INFORMATION SHOWN START

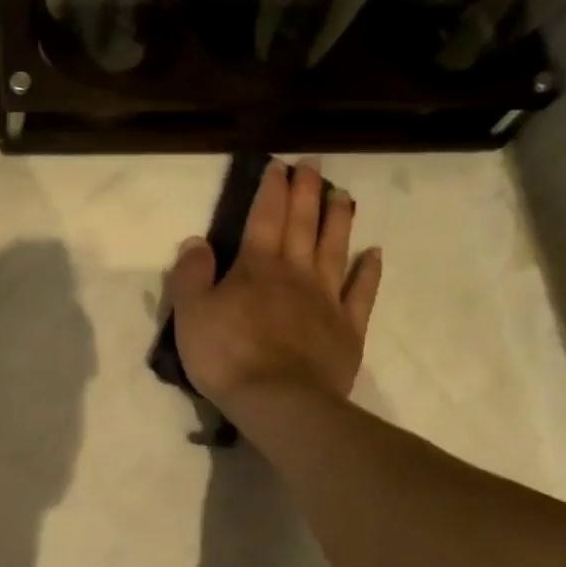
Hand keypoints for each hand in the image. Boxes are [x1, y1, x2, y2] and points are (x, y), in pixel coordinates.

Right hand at [165, 158, 381, 408]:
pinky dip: (369, 271)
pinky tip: (374, 254)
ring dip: (338, 220)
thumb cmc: (226, 356)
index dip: (271, 190)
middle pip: (303, 225)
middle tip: (313, 166)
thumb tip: (196, 242)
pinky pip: (361, 292)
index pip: (264, 218)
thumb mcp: (191, 313)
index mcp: (256, 267)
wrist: (279, 401)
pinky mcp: (347, 329)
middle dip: (307, 193)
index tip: (279, 166)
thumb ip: (191, 275)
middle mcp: (296, 273)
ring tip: (343, 195)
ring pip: (335, 249)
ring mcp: (326, 299)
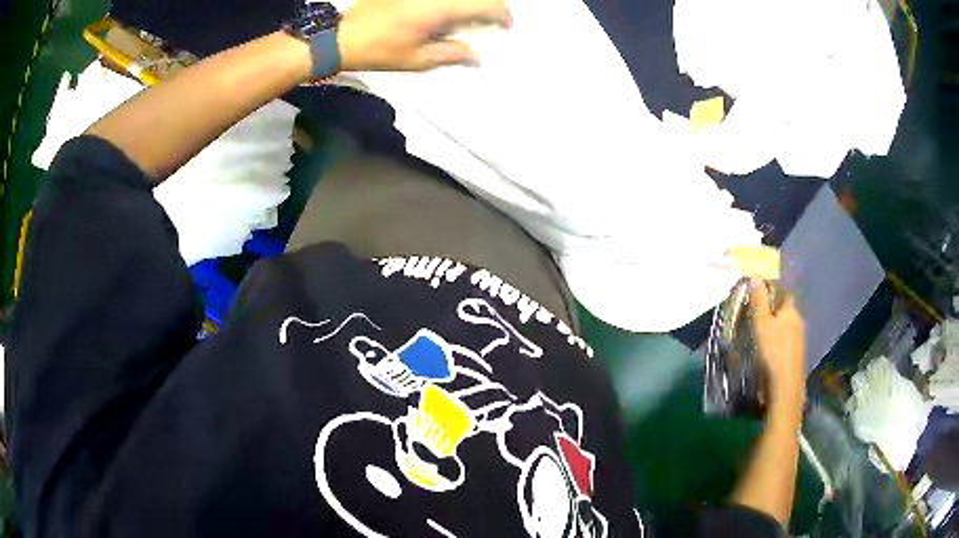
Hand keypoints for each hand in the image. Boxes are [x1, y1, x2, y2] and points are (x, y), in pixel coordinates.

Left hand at [337, 0, 509, 71]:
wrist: (339, 35)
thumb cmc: (379, 50)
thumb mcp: (418, 59)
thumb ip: (453, 54)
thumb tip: (478, 54)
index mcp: (441, 7)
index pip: (487, 4)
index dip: (503, 15)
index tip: (506, 26)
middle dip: (490, 5)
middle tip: (490, 20)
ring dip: (469, 4)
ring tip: (469, 18)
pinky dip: (450, 4)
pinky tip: (444, 14)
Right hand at [749, 279, 805, 418]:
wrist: (785, 387)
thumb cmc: (772, 351)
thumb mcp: (761, 324)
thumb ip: (759, 300)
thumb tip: (756, 276)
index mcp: (791, 310)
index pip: (783, 291)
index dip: (771, 289)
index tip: (757, 292)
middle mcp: (798, 321)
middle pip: (785, 308)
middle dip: (772, 308)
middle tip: (755, 312)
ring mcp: (799, 340)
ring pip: (786, 325)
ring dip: (775, 325)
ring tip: (759, 331)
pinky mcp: (795, 355)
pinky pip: (785, 339)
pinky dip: (777, 339)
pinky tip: (768, 348)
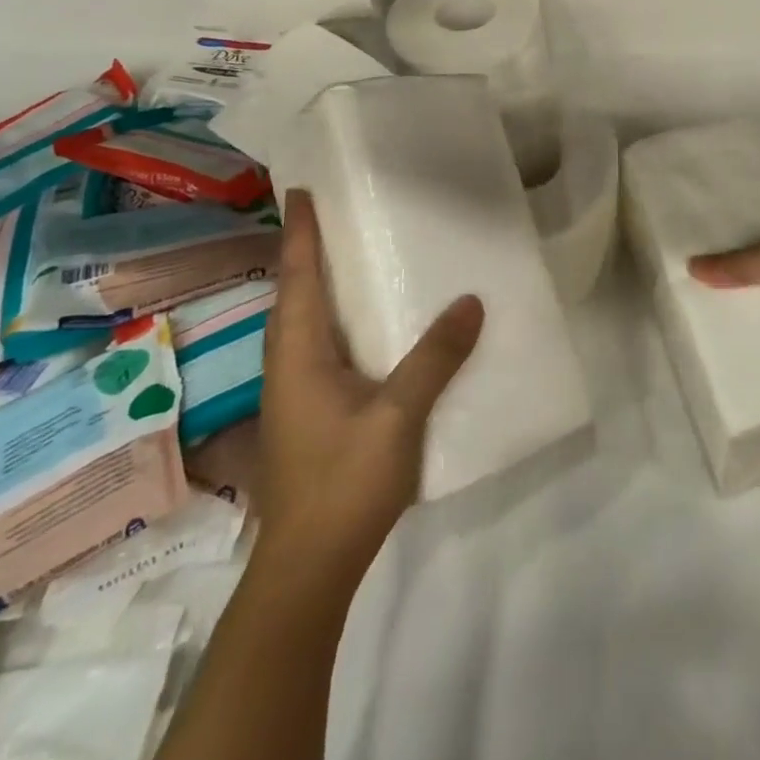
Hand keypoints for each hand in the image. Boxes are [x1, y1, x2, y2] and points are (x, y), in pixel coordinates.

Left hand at [256, 191, 483, 575]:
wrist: (309, 568)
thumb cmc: (345, 483)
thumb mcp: (398, 416)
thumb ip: (435, 357)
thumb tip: (471, 300)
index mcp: (298, 356)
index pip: (297, 279)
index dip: (300, 233)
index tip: (300, 191)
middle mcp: (287, 367)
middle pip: (291, 296)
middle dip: (304, 252)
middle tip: (329, 215)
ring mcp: (294, 395)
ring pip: (300, 324)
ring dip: (313, 285)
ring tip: (342, 256)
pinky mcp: (308, 416)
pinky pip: (315, 348)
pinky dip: (329, 319)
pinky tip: (360, 326)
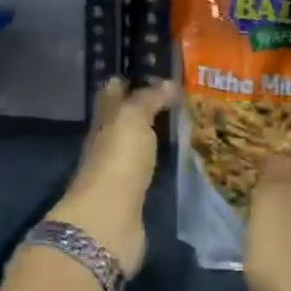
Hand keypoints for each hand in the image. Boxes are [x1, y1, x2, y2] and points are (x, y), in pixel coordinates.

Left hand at [43, 78, 174, 274]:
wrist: (109, 221)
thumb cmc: (118, 160)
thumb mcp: (132, 119)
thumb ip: (148, 99)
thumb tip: (167, 82)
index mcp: (105, 120)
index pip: (113, 92)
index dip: (129, 79)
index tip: (154, 70)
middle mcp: (108, 142)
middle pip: (125, 119)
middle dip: (145, 106)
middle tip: (178, 95)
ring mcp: (120, 171)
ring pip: (138, 143)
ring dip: (154, 134)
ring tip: (185, 122)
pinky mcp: (133, 195)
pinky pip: (148, 169)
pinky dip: (160, 160)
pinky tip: (179, 156)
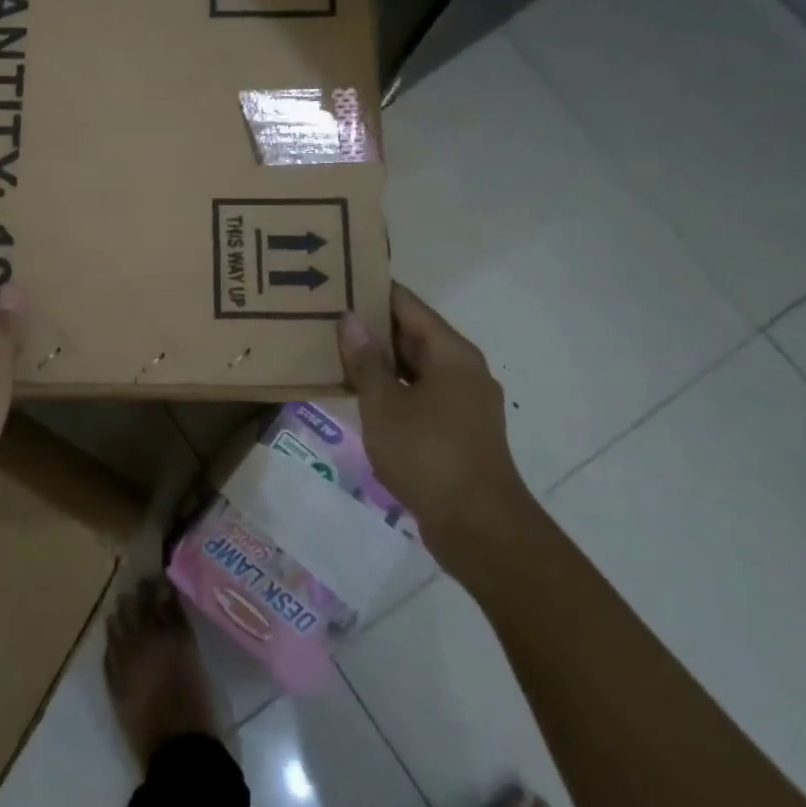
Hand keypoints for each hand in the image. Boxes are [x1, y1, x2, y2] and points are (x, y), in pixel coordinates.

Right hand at [338, 284, 527, 551]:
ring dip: (379, 359)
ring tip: (334, 349)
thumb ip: (365, 361)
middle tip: (326, 314)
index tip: (338, 279)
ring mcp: (463, 400)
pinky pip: (419, 393)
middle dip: (372, 325)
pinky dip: (391, 387)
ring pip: (414, 366)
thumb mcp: (384, 405)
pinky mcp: (458, 429)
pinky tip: (359, 393)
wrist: (479, 527)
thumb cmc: (428, 455)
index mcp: (450, 352)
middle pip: (412, 333)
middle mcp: (462, 368)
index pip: (407, 304)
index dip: (373, 290)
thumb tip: (350, 319)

INFORMATION SHOWN END

Copy only what lies between the line with "pinky mcp: (795, 355)" and the line with "pinky tip: (360, 326)", those two lines included, exactly as given above; pictures stay out.

pinky mcp: (795, 355)
pinky pip: (785, 339)
pinky dip: (777, 339)
pinky tip: (768, 348)
Hand keypoints for each hand in the image. Boxes are [x1, y1, x2, y2] and points are (x, y), in pixel coordinates.

Left hand at [256, 191, 483, 575]:
wrist: (309, 568)
thumb cmc: (345, 483)
thumb mcp: (398, 416)
thumb ip: (435, 357)
thumb tip: (471, 300)
index mcp: (298, 356)
index pip: (297, 279)
index dip: (300, 233)
index tip: (300, 191)
middle mcp: (287, 367)
middle pip: (291, 296)
middle dip: (304, 252)
middle tip: (329, 215)
ring mcp: (294, 395)
ring pip: (300, 324)
ring dip: (313, 285)
ring tip: (342, 256)
pinky mcp: (308, 416)
pinky pip: (315, 348)
pinky dip: (329, 319)
pinky tip: (360, 326)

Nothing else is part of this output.